As Niyaz said, the approach sounds reasonable if you use a quality implementation of strong algorithms, like SHA-265 and AES for hashing and encryption. Additionally I would recommend using a Salt to reduce the possibility to create a dictionary of all password hashes.
Of course, reading Bruce Schneier's Applied Cryptography is never wrong either.

If you are using a strong hash algorithm (SHA-2) and a strong Encryption algorithm (AES), you will do fine with this approach.

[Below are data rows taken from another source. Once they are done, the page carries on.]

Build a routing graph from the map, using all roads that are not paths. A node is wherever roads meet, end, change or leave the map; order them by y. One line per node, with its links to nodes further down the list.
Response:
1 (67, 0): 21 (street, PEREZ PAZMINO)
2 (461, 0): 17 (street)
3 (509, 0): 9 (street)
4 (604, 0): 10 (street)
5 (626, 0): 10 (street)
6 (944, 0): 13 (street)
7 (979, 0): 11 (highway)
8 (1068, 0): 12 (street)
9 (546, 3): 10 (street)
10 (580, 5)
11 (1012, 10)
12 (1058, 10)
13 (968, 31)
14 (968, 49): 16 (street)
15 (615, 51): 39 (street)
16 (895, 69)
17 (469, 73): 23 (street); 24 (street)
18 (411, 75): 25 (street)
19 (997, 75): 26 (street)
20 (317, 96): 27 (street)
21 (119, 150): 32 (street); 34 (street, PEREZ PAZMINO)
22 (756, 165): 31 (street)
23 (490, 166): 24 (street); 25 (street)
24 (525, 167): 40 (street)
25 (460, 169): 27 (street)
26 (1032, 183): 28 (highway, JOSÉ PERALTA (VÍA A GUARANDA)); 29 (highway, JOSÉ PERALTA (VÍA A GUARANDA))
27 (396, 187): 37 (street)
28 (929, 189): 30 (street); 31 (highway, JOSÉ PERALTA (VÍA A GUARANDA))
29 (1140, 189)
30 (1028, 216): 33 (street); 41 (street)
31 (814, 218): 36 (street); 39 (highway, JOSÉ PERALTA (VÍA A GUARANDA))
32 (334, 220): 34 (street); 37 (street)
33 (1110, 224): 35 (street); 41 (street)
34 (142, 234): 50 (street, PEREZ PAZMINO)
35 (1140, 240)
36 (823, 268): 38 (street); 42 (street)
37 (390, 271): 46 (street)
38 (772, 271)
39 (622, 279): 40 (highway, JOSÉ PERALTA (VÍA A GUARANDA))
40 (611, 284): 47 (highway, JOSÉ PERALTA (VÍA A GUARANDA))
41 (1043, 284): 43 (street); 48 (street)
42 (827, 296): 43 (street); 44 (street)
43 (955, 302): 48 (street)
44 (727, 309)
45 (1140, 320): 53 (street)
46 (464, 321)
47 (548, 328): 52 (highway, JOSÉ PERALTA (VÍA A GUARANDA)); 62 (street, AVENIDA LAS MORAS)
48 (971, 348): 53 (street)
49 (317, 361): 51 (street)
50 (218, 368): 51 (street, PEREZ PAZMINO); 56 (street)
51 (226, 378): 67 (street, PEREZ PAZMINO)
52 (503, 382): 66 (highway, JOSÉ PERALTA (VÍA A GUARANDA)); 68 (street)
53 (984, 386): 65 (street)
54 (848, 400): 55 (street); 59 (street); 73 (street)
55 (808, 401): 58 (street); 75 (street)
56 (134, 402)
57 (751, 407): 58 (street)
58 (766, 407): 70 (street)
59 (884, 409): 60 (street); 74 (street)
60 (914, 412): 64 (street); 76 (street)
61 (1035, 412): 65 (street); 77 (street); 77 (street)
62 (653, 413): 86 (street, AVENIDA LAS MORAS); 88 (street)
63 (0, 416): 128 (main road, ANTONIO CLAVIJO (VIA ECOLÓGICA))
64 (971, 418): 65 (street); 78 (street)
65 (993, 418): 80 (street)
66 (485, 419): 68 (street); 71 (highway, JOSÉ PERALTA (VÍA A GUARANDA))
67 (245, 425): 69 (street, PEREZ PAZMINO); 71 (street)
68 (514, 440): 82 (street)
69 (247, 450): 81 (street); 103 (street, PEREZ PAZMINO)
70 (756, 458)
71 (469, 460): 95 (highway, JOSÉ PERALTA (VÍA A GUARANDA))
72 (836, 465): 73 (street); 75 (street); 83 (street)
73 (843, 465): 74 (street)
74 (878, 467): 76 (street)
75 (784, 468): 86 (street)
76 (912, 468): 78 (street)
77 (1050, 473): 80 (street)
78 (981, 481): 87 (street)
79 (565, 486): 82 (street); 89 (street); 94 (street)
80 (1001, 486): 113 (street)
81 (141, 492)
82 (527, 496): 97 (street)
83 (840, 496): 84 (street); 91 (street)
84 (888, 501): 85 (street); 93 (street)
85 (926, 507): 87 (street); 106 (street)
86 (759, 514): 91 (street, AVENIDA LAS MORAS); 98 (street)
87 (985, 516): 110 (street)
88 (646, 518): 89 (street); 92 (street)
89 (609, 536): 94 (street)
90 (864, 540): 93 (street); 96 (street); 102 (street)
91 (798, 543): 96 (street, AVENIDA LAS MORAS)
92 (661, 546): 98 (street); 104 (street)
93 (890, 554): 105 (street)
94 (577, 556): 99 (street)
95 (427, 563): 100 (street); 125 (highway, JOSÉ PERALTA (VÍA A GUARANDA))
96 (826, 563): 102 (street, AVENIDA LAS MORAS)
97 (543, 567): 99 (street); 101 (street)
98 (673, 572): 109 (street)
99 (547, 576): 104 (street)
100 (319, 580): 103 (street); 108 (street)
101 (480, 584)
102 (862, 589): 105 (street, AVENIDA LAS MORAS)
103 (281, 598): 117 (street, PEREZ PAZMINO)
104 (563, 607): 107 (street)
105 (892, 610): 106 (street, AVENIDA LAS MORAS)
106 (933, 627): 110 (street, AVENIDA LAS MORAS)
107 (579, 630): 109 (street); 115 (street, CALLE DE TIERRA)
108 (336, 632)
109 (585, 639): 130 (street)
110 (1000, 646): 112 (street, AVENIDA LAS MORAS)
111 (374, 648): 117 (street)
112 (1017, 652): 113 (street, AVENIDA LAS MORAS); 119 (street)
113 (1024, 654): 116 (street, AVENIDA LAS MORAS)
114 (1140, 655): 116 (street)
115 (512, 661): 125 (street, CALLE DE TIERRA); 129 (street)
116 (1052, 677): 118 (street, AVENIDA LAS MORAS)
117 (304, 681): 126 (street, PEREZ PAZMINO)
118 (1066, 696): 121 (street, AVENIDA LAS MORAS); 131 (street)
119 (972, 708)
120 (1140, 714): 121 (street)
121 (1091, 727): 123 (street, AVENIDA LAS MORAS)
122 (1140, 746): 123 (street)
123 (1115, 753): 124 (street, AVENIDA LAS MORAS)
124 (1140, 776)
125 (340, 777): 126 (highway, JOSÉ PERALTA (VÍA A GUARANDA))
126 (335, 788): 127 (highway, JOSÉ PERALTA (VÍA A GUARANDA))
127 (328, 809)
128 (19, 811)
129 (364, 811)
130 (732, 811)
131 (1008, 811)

Why not use a compression library that supports password-protected files? I've used a password-protected zip file containing XML content in the past :}

Is there really need to save the hashed password into the file. Can't you just use the password (or hashed password) with some salt and then encrypt the file with it. When decrypting just try to decrypt the file with the password + salt. If user gives wrong password the decrypted file isn't correct.
Only drawbacks I can think is if the user accidentally enters wrong password and the decryption is slow, he has to wait to try again. And of course if password is forgotten there's no way to decrypt the file.